Бизнес Журнал: Провальный лимитроф

Наш рассказ сегодня о Мексике — густонаселенном, бурлящем и беспокойном государстве, расположенном в самом подбрюшье Соединенных Штатов. В последние месяцы интерес мировой общественности к Мексике значительно интенсифицировался в контексте двух обстоятельств: тревожных полицейских сводок о полномасштабной войне, которую на протяжении последних десяти лет государственная власть вела с наркокартелями, и наметившейся тенденцией к перемещению производственных мощностей из Китая в эту страну.

Казалось бы, парадокс: с одной стороны, мы наблюдаем в Мексике тревожные признаки распада государственности, с другой — страна превращается в новую мировую кузницу! Абсурдность сочетания подобных обстоятельств, однако, очевидна лишь вне контекста истории и такого загадочного, доселе мало изученного в политологии явления, как векторная стабильность власти (термин мой собственный, так что не тратьте время на гугление). Векторную стабильность власти можно представить как синергию, слияние волевых импульсов разнонаправленных и внешне конкурирующих социальных объединений (от криминальных банд до парламента).
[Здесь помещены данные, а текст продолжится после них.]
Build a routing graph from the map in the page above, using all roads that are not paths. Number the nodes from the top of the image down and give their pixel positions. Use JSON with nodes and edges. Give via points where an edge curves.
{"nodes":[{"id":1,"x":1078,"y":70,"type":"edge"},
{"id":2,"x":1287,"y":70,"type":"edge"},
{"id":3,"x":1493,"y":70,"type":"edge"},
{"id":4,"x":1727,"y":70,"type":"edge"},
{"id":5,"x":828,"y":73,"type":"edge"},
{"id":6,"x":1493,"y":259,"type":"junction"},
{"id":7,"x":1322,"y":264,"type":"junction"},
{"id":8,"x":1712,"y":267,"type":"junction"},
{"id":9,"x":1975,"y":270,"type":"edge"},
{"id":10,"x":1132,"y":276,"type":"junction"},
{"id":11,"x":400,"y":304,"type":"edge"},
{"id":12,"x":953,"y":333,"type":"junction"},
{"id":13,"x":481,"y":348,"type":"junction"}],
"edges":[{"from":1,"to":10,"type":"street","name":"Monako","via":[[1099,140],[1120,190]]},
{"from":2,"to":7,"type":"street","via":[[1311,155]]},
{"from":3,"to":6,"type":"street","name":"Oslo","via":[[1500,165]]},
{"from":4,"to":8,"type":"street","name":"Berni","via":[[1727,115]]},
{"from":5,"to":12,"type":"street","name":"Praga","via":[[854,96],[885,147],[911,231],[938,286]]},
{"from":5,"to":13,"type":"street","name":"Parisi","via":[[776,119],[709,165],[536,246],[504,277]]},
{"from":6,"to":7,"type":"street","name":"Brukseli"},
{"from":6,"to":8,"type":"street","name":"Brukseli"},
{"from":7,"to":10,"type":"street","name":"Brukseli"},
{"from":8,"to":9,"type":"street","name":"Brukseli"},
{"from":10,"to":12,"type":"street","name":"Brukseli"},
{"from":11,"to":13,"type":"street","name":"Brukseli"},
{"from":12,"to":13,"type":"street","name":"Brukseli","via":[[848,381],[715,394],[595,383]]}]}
Ее основа — консенсус интересов. Задача облегчается тем обстоятельством, что в современном мире подобный консенсус легко обретается на почве материальной выгоды.

Как следствие, векторная стабильность власти способна демонстрировать поистине чудеса, граничащие с парадоксом: организованная преступность может дерзко отстреливать сотрудников полиции самого высокого ранга, а государственные чиновники — состоять на службе в том или ином картеле, открыто лоббируя его интересы. Но при этом все влиятельные структуры власти, независимо от их отношения к закону, дисциплинированно и дружно обеспечивают условия наивысшего благоприятствования для международного промышленного капитала, который открывает в стране производственные линии, обеспечивает занятость населения, создает для бюджета и частных лиц источники многомиллиардных доходов.
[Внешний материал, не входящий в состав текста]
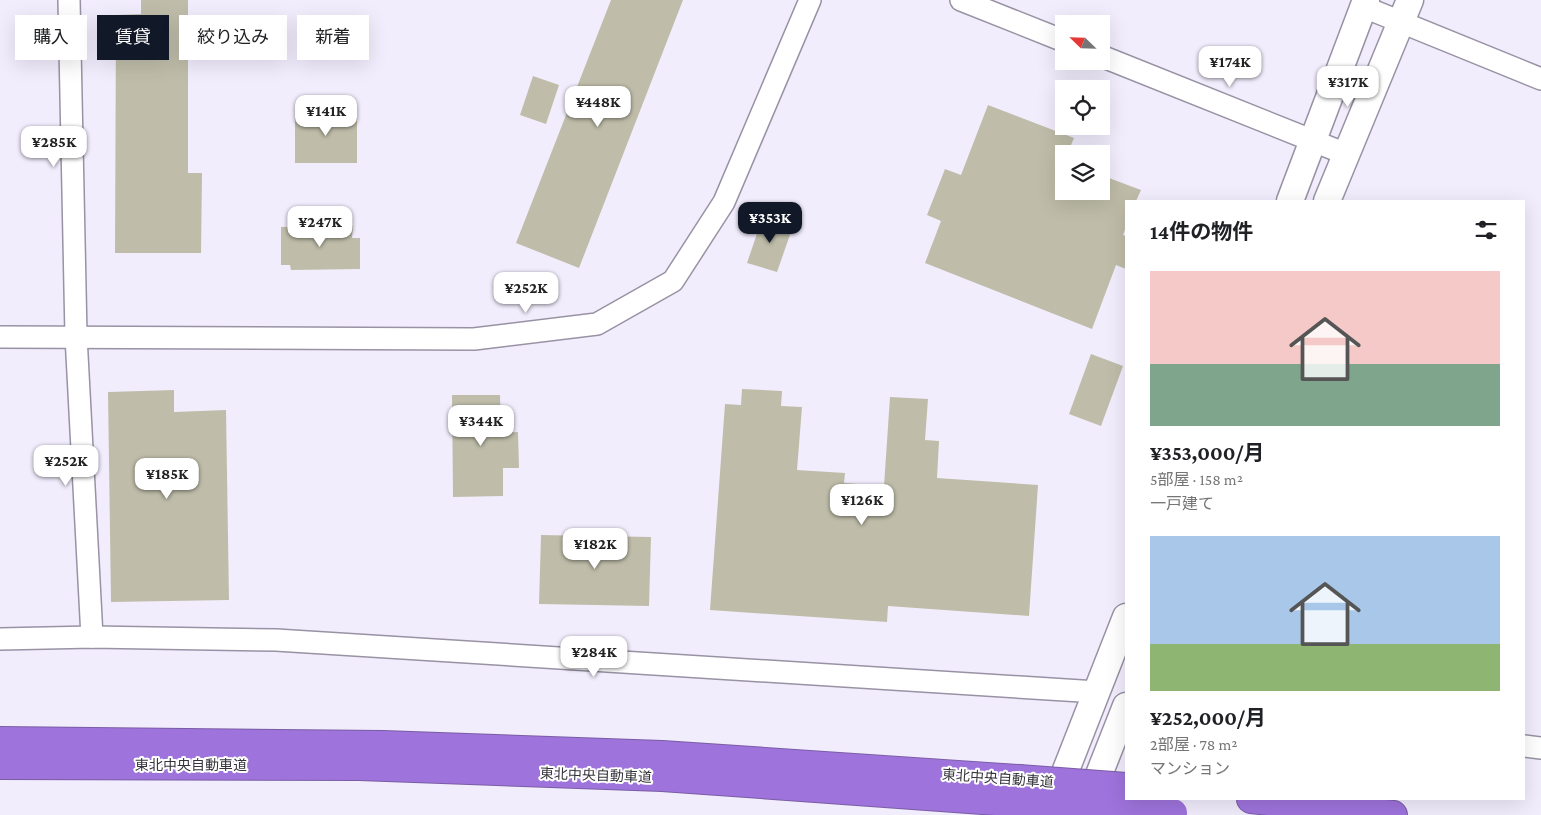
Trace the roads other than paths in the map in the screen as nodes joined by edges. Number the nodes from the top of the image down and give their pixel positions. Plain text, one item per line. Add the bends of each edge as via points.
1 (69, 0) edge
2 (810, 0) edge
3 (961, 0) edge
4 (1365, 3) edge
5 (1405, 12) edge
6 (1055, 37) edge
7 (1110, 60) edge
8 (1541, 79) edge
9 (1313, 141) junction
10 (1346, 154) junction
11 (1290, 200) edge
12 (1327, 200) edge
13 (76, 336) junction
14 (0, 337) edge
15 (1125, 622) edge
16 (92, 637) junction
17 (0, 639) edge
18 (1118, 660) edge
19 (1096, 692) junction
20 (1125, 709) edge
21 (0, 741) edge
22 (1525, 746) edge
23 (1541, 748) edge
24 (0, 765) edge
25 (1125, 787) edge
26 (1014, 791) junction
27 (1260, 800) edge
28 (1182, 814) edge
29 (1048, 815) edge
30 (1083, 815) edge
31 (1393, 815) edge

1 - 13 street
2 - 13 street via 719,210 673,281 598,324 474,339
3 - 6 street
4 - 5 street
4 - 9 street
5 - 8 street
5 - 10 street
7 - 9 street
9 - 10 street
9 - 11 street
10 - 12 street
13 - 14 street
13 - 16 street
15 - 18 street
16 - 17 street
16 - 19 street via 276,640
18 - 19 street
19 - 29 street
20 - 30 street
21 - 26 highway, 東北中央自動車道 via 383,745 662,755
22 - 23 street
24 - 26 highway, 東北中央自動車道 via 359,766
25 - 26 highway, 東北中央自動車道, bridge
26 - 28 highway, 東北中央自動車道, bridge
27 - 31 highway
В контексте векторной стабильности власти интерес мексиканской темы для отечественного читателя, на мой взгляд, не ограничивается чисто культурологическими и историческими уроками. Но обуславливается и тем обстоятельством, что, судя по многим прямым и косвенным признакам, в Мексике сегодня отрабатываются некие универсальные модели геополитического устройства для стран Третьего мира. Не случайно так называемый латиноамериканский сценарий все чаще и чаще называют в качестве наиболее вероятного варианта эволюции нашего Отечества. Разве что — с еще худшим уклоном: России светит будущее даже не производственного, а сырьевого придатка, причем не ЕС и США, а развивающихся стран вроде Бразилии, Индии, Китая и Южной Кореи, оказавшихся более удачливыми в совмещении экономического развития с интересами собственного населения.

От Чичен-Ицы до Иисуса

Мексиканская государственность родилась из амальгамы алчности испанских конкистадоров, пассионарности католической церкви и кровожадности туземных автохтонов. О завоевании империи ацтеков горсткой искателей приключений во главе с Эрнаном Кортесом сохранилось множество воспоминаний, написаны монографии, сняты фильмы. Однако за флёром исторического романтизма и более поздних искажений в духе марксистской солидарности с угнетенными народами затерялись две ключевые истины, столь важные как для адекватной оценки самого события, так и для правильного понимания истоков мексиканского государства.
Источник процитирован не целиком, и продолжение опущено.